Walter Puddock hesitated a few seconds, and then, without venturing a word of remonstrance, let down his trousers.
“See now the guilty tief, he knows what’s coming. Shame upon you, Walter Puddock, to disgrace your preceptor so, and make him tell a lie to young Master Keene. Where’s Phil Mooney? Come along, sir, and hoist Walter Puddock: it’s no larning that I can drive into you, Phil, but it’s sartain sure that by your manes I drive a little into the other boys.”
Walter Puddock, as soon as he was on the back of Phil Mooney, received a dozen cuts with the rod, well laid on.
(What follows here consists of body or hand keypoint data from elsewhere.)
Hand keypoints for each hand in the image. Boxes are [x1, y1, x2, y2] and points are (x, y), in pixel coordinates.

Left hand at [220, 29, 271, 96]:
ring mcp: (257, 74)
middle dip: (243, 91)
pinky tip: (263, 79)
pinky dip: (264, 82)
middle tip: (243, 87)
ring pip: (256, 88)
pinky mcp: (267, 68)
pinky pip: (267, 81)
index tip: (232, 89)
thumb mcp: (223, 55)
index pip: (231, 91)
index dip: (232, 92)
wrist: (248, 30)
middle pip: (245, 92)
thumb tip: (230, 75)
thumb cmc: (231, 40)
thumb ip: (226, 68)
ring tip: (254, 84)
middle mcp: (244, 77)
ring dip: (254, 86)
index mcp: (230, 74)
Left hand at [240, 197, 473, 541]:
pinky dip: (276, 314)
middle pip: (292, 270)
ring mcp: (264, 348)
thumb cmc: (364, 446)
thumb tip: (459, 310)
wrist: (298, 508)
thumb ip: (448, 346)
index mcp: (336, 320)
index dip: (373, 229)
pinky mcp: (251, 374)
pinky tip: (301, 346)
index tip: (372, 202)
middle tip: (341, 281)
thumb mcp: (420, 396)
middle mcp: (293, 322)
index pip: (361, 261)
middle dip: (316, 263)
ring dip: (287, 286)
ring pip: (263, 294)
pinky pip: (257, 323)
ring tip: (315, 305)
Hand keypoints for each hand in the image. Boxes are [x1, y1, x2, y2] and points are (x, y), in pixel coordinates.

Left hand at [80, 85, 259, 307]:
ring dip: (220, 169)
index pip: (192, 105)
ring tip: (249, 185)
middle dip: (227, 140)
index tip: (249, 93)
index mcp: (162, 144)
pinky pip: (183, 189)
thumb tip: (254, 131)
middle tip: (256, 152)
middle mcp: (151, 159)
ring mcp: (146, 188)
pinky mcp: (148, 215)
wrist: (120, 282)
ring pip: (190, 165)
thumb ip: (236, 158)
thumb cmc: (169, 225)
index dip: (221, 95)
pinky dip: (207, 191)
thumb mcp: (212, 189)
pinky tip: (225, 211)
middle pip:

He bore it without flinching, although the tears rolled down his cheeks.
“There, Walter Puddock, I told you it would end in a blow-up; go to your dictionary, you dirty blackguard, and do more credit to your education and superior instruction from a certain person who shall be nameless.”
Mr O’Gallagher laid the rod on one side, and then continued—
“Now, Master Keene, I’ve just shown you the three roads to larning, and also the three implements to persuade little boys to larn; if you don’t travel very fast by the three first, why you will be followed up very smartly by the three last—a nod’s as good as a wink to a blind horse, any day; and one thing more, you little spalpeen, mind that there’s more mustard to the sandwiches to-morrow, or else it will end in a blow-up. Now you’ve got the whole theory of the art of tuition, Master Keene; please the pigs, we’ll commence with the practice to-morrow.”
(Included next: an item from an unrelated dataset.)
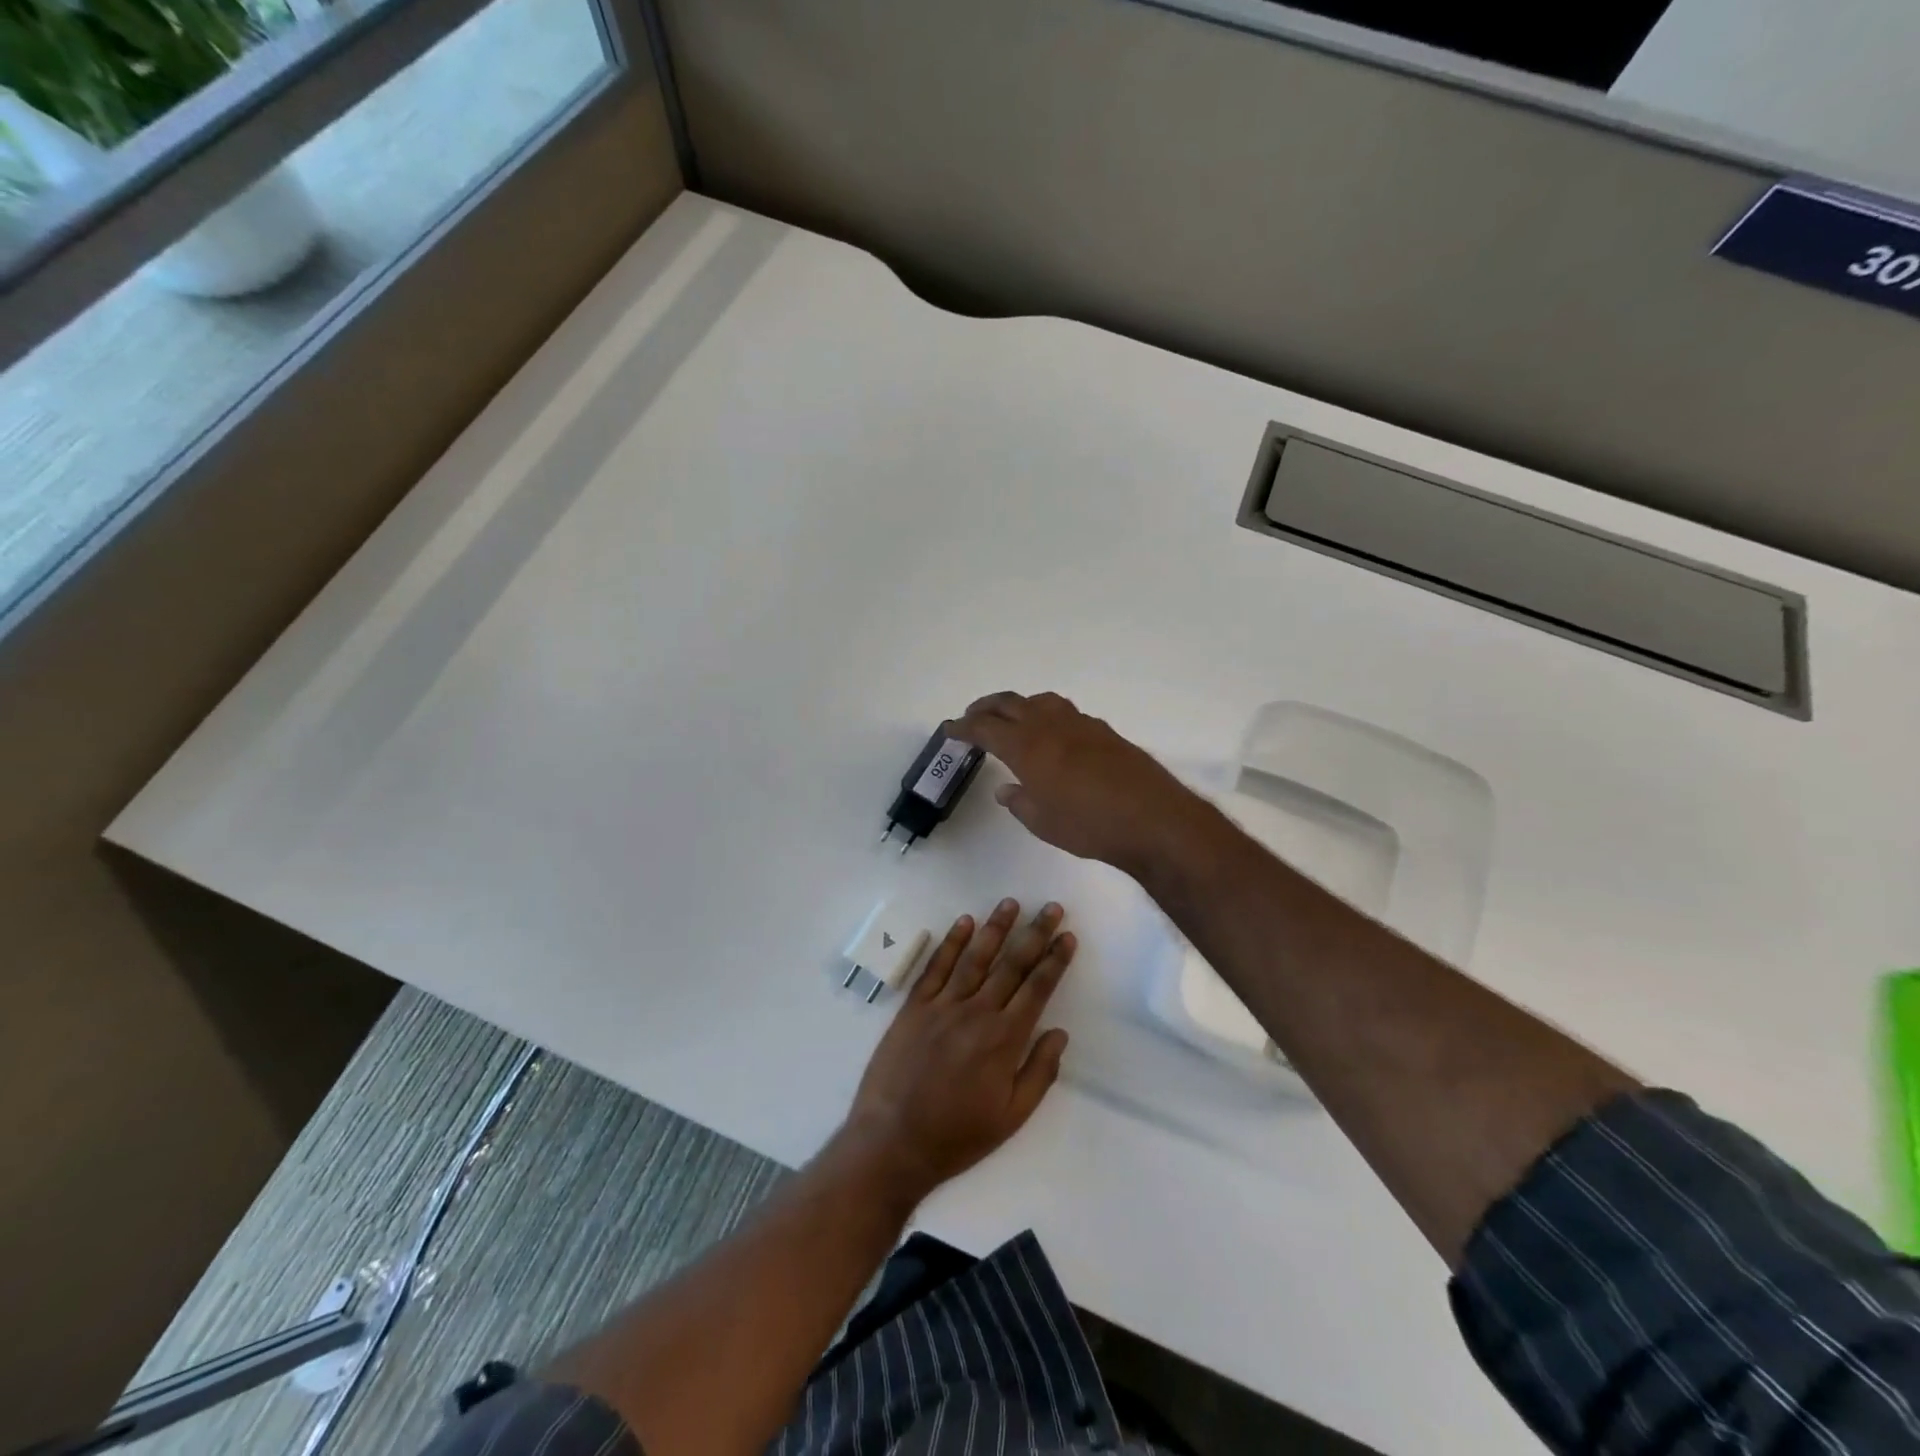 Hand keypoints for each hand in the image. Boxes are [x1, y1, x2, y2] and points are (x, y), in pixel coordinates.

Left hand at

My worthy pedagogue did not address me any more during that day; the school broke up at five, and I made haste home, thinking over all that had passed in the school-room.
My granny and mother were both anxious to know what had passed; the first hoped that I had been flogged, the second that I had not, but I refused to communicate. I assumed a haughty, indifferent air, for I was angry with my mother, and as for my grandmother, I hated her. Aunt Milly, however, when we were alone, did not question me in vain. I told her all that had passed; she bade me be of good heart, and that I should not be ill-treated if she could help it.
I replied, that if I were ill-treated, I would have my revenge somehow or another. I then went down to the barracks, to the rooms of Captain Bridgeman, and told him what had occurred. He advised me to laugh at the ruler, the ferrule, and the rod. He pointed out to me the necessity of my going to school and learning to read and write, at the same time was very indignant at the conduct of Mr O’Gallagher, and told me to resist in every way any injustice or tyranny, and that I should be sure of his support and assistance, provided that I did pay attention to my studies.
Fortified by the advice and protection of my two great friends, I made up my mind that I would learn as fast as I could, but if treated ill, that I would die a martyr, rather than yield to oppression; at all events, I would, if possible, play Mr O’Gallagher a trick for every flogging or punishment I received; and with this laudable resolution I was soon fast asleep, too fast even to dream.